[Opening Material provided section]
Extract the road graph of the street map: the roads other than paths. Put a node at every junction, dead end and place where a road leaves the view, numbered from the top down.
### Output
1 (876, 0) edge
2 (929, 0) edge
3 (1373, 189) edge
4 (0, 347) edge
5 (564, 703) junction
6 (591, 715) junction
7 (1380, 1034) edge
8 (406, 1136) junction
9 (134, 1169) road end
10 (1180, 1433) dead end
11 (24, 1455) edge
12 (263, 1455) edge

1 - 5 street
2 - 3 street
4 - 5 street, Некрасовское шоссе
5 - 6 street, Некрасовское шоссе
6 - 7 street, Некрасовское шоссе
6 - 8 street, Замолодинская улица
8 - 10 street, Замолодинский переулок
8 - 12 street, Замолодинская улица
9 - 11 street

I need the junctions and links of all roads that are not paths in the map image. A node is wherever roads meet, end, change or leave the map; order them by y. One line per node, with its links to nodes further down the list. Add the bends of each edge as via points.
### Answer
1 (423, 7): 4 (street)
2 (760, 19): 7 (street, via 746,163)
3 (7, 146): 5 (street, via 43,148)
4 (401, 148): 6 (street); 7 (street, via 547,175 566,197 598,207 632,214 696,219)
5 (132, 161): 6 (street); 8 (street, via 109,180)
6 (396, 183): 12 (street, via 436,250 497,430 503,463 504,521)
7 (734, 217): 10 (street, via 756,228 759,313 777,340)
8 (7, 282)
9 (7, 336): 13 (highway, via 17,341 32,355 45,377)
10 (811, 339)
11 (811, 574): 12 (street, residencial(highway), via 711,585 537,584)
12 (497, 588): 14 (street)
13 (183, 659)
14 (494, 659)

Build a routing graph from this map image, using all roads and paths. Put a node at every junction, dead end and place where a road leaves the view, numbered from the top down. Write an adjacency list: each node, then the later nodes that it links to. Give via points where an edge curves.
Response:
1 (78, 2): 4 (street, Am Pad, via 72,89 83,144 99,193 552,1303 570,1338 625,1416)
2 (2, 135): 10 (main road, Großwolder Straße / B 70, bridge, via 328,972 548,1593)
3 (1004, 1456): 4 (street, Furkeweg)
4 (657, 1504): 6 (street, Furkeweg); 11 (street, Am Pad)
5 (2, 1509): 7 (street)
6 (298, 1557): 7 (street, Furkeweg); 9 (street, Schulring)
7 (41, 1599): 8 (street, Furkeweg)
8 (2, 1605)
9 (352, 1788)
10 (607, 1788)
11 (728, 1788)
[Closing Material provided section]
Exercise prompt:
Nothing but lines that contain "links" should appear in the answer. Copy each from the records.

Answer box:
I need the junctions and links of all roads that are not paths in the map image. A node is wherever roads meet, end, change or leave the map; order them by y. One line per node, with its links to nodes further down the list. Add the bends of each edge as via points.
Build a routing graph from this map image, using all roads and paths. Put a node at every junction, dead end and place where a road leaves the view, numbered from the top down. Write an adjacency list: each node, then the later nodes that it links to. Give via points where an edge curves.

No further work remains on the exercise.